3. The crowdsourcing trade-off is unspoken. MFP’s pitch is database scale. The unstated cost is that crowdsourced consumer nutrition databases — across MFP, Lose It, FatSecret, and similar — show entries averaging roughly 15-25% disagreement with USDA-verified or brand-published reference values across spot-check audits (see our USDA vs MFP database analysis for the underlying audit methodology). Most users don’t know that’s the trade-off they’re making.
Why I think this is solvable
I’m not a registered dietitian. I’m a product manager who started counting calories in 2024 and got annoyed at how much three different apps disagreed about a single Chipotle bowl. The angle that worked for me wasn’t picking a “best” app — it was reading Reddit threads about portion variance, looking up the actual USDA FoodData Central entries for individual ingredients, and cross-referencing what brands publish with what customers actually receive.
That research is what Nutrogine is. Every page on the site shows a calorie number, and next to that number there’s a Source Badge: USDA verified, Brand-claimed, User-reported, or Estimated. Clicking the badge takes you to the actual primary source — the USDA FoodData Central record, the brand’s nutrition PDF, or the specific Reddit thread.
It’s not a more complete database than MyFitnessPal. It’s a more honest one.
What I’m building toward
The site is the first half. The second half — coming Q3 2026 — is an app that does the same thing in your hand: photo scan, restaurant-aware lookup, cross-reference with USDA data, show you the source of every macro. No account required for core features. Free at launch.

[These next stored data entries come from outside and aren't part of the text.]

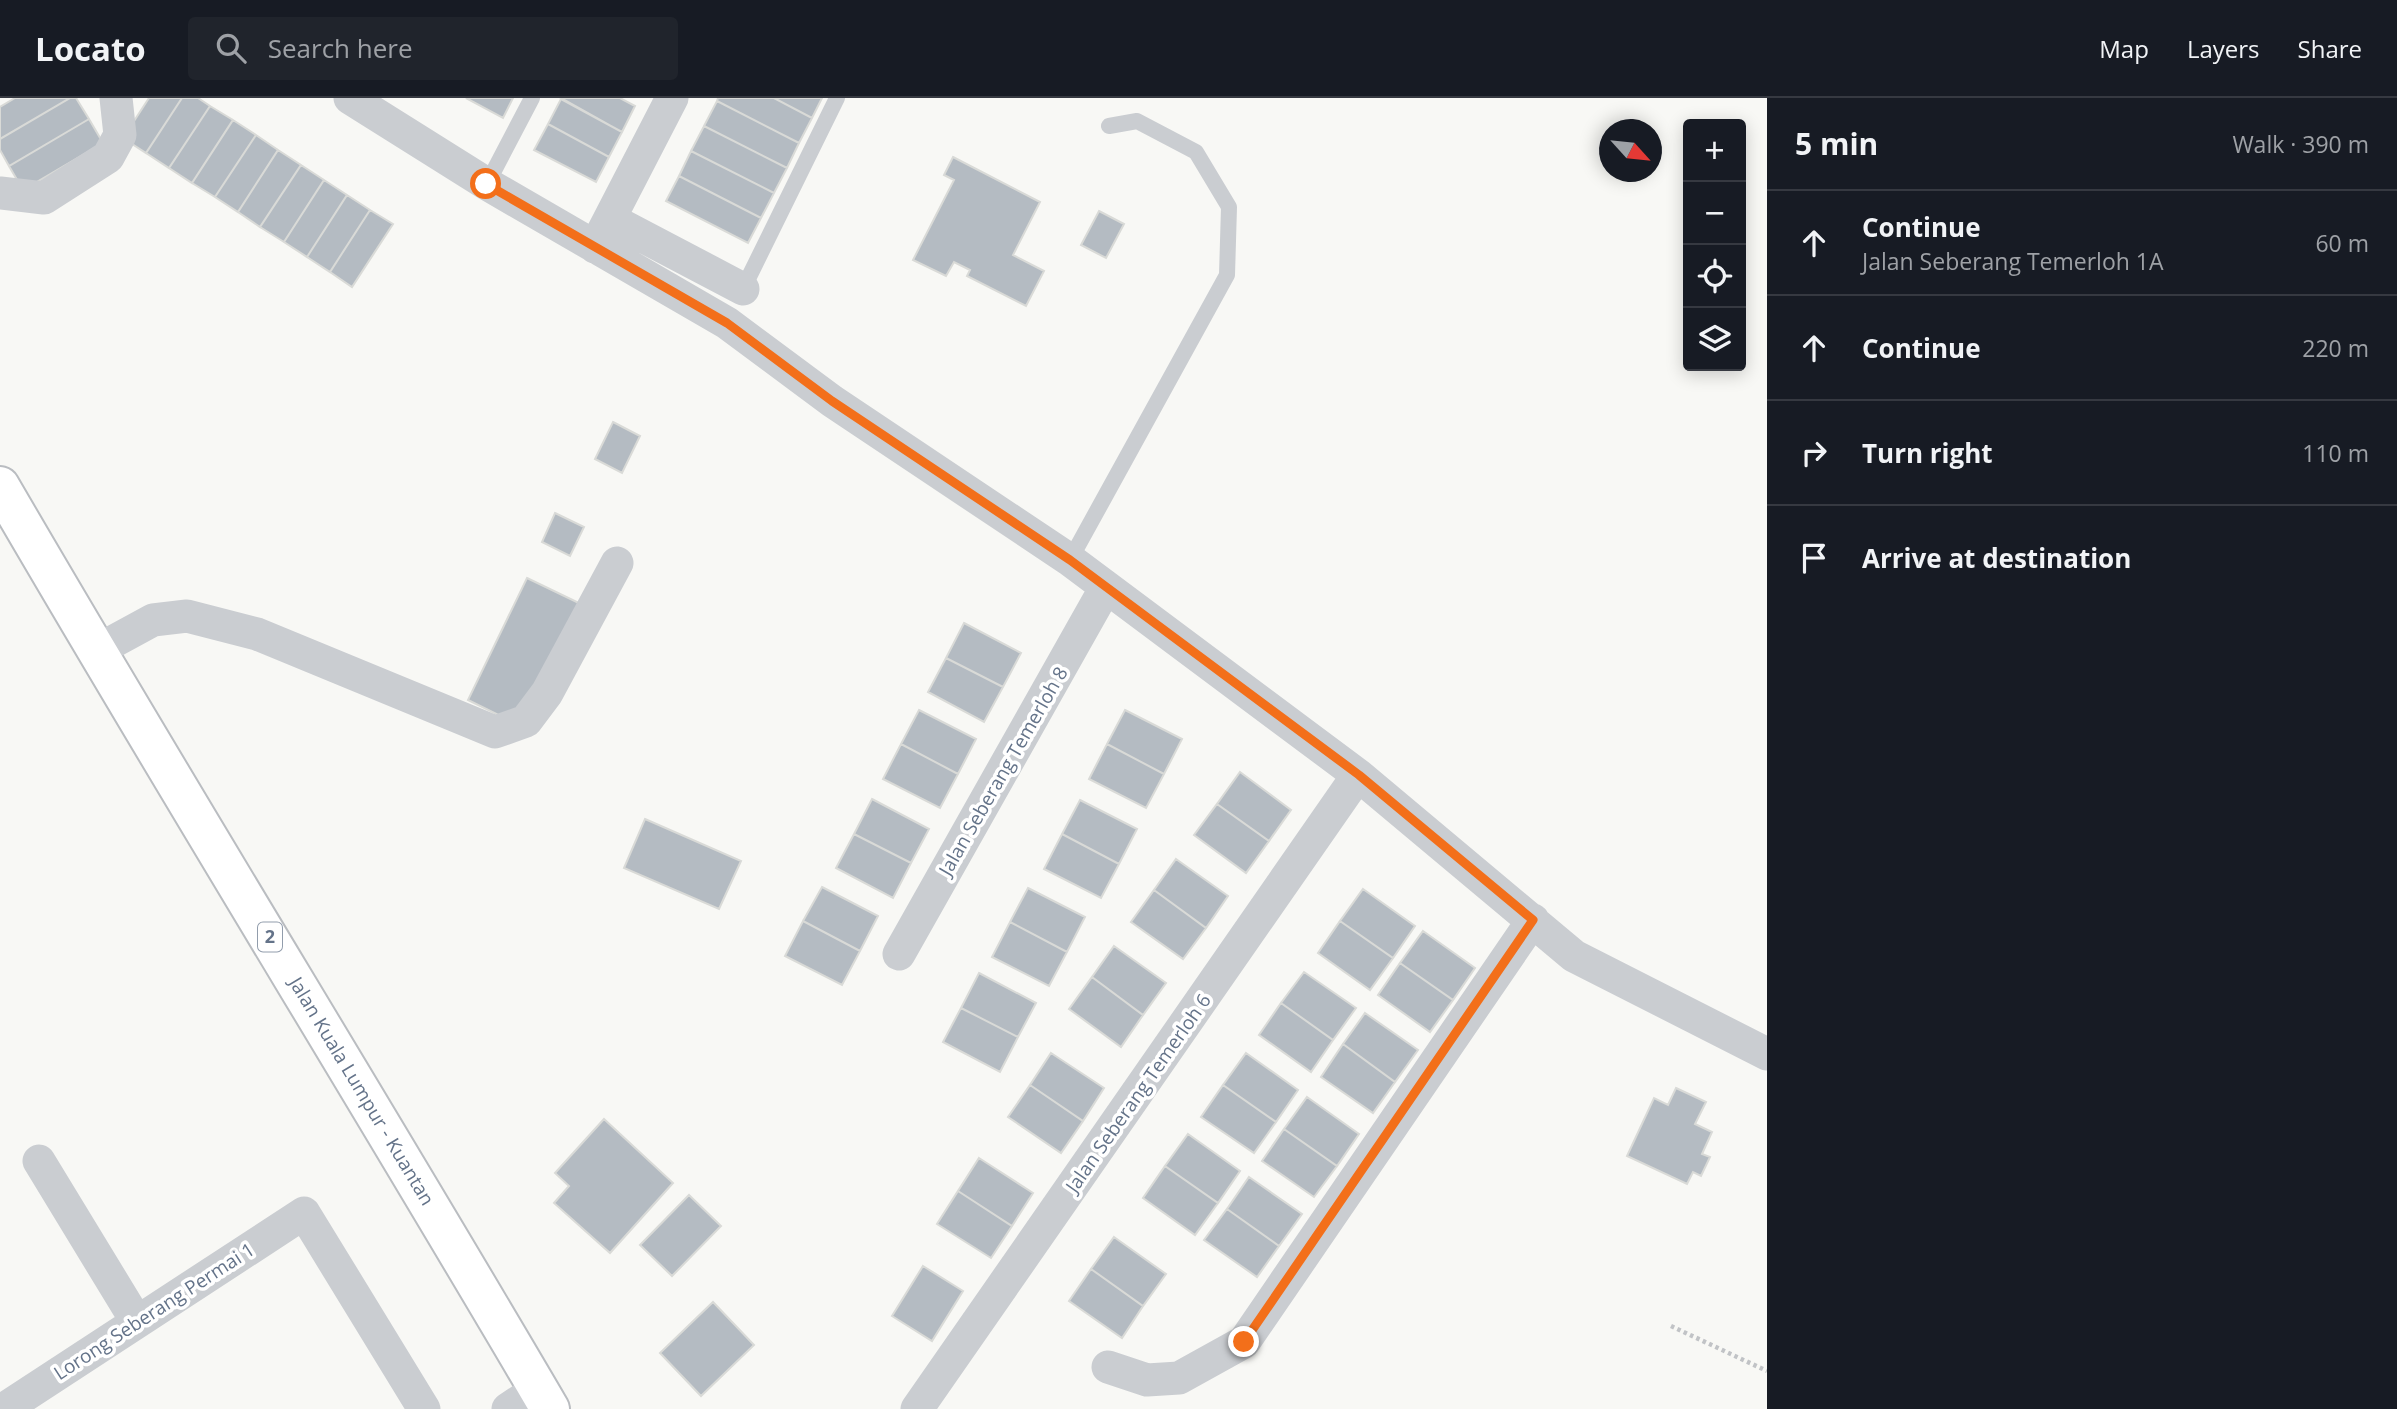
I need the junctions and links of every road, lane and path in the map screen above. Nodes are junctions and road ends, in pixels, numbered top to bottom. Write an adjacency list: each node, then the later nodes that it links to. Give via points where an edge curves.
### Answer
1 (116, 98): 8 (street, via 120,135 108,157 44,198)
2 (532, 98): 7 (lane)
3 (673, 98): 9 (street)
4 (837, 98): 10 (lane)
5 (364, 102): 7 (street)
6 (1109, 126): 12 (lane, via 1137,121 1196,152 1229,206 1227,275)
7 (486, 184): 9 (street)
8 (0, 193)
9 (602, 233): 10 (street); 12 (street, via 832,401)
10 (743, 289)
11 (0, 486): 15 (highway, Jalan Kuala Lumpur - Kuantan / 2)
12 (1070, 560): 14 (street)
13 (617, 563): 15 (street, via 547,693 526,721 495,732 257,634 187,616 153,620)
14 (1107, 587): 16 (street); 18 (street, Jalan Seberang Temerloh 8)
15 (96, 652): 25 (highway, Jalan Kuala Lumpur - Kuantan / 2, via 326,1029)
16 (1359, 775): 17 (street); 28 (street, Jalan Seberang Temerloh 6)
17 (1533, 920): 19 (street, via 1574,956); 23 (street, via 1244,1342 1179,1378 1147,1380)
18 (899, 954)
19 (1767, 1054)
20 (38, 1161): 21 (street)
21 (137, 1322): 26 (street, Lorong Seberang Permai 1); 27 (street, Lorong Seberang Permai 1, via 304,1213)
22 (1671, 1326): 24 (path)
23 (1108, 1367)
24 (1767, 1371)
25 (532, 1402)
26 (4, 1409)
27 (424, 1409)
28 (917, 1409)

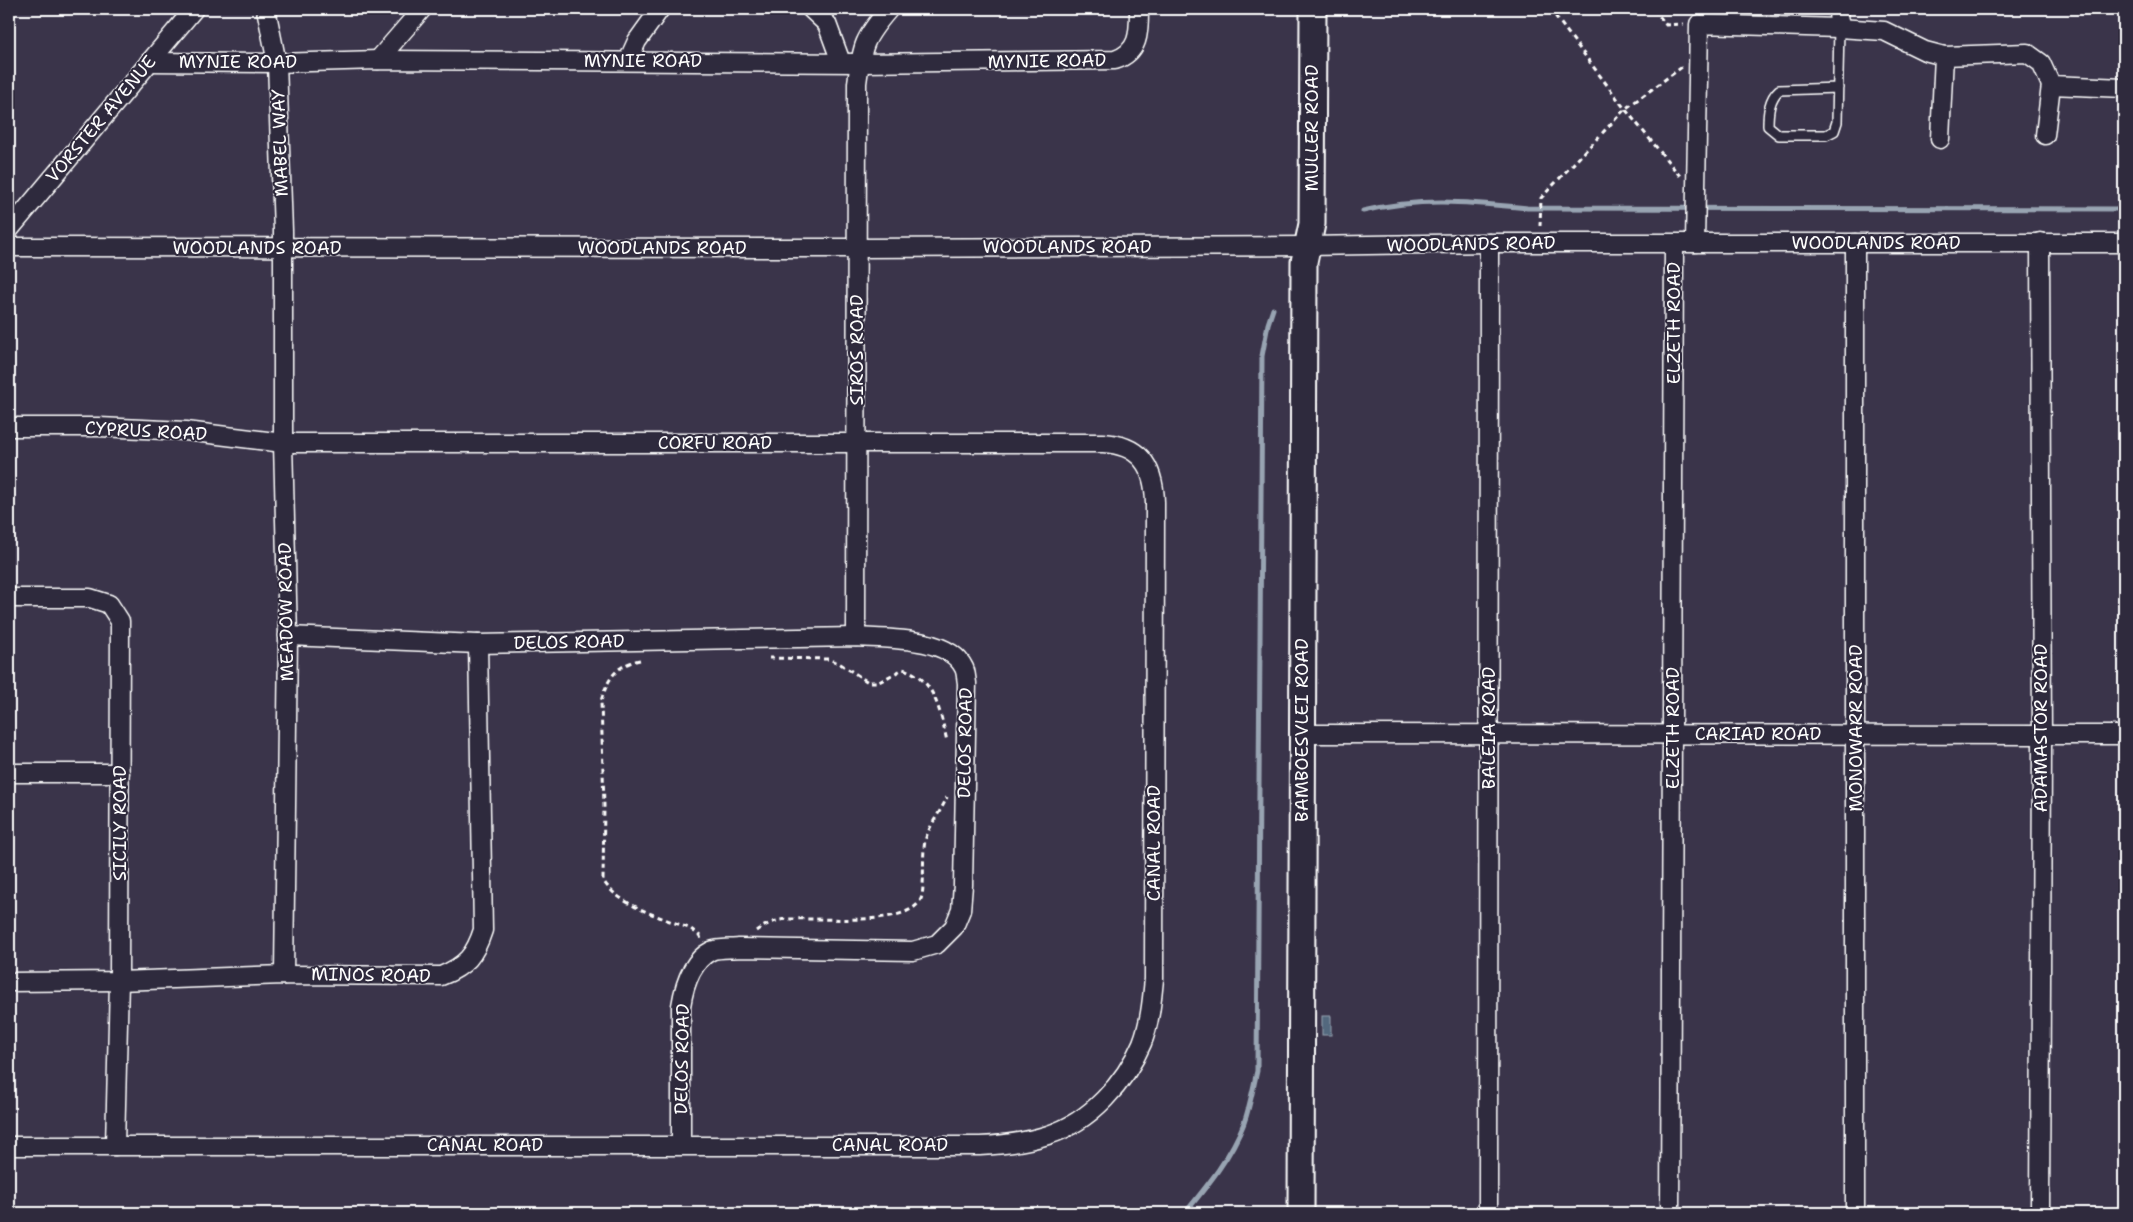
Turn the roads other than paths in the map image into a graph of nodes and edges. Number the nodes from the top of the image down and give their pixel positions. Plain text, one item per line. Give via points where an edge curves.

If the consolidation makes you want to look beyond Cal AI / MyFitnessPal, that’s the gap I’m trying to fill. Join the waitlist below — I’ll email you when it ships, and roughly once a month between now and then with what I’m finding in the data.
FAQ
Is Cal AI still worth using after the MyFitnessPal acquisition?
Yes, if you’re already a happy user — Cal AI will remain an independent app per the acquisition terms, and Yadegari is still running the team. The integration with MFP’s database is the meaningful change: you get more food coverage, but the underlying entries are mostly crowdsourced.
How is Nutrogine different from Cal AI?
Three differences: every number on Nutrogine has a clickable source badge (USDA, brand, user-reported, or estimated); the site is restaurant-first, not home-cooking-first; and we don’t physically test food — we aggregate from public sources and cite each one.
When will the Nutrogine app launch?
Targeting Q3 2026 (July–September). Waitlist subscribers get access first.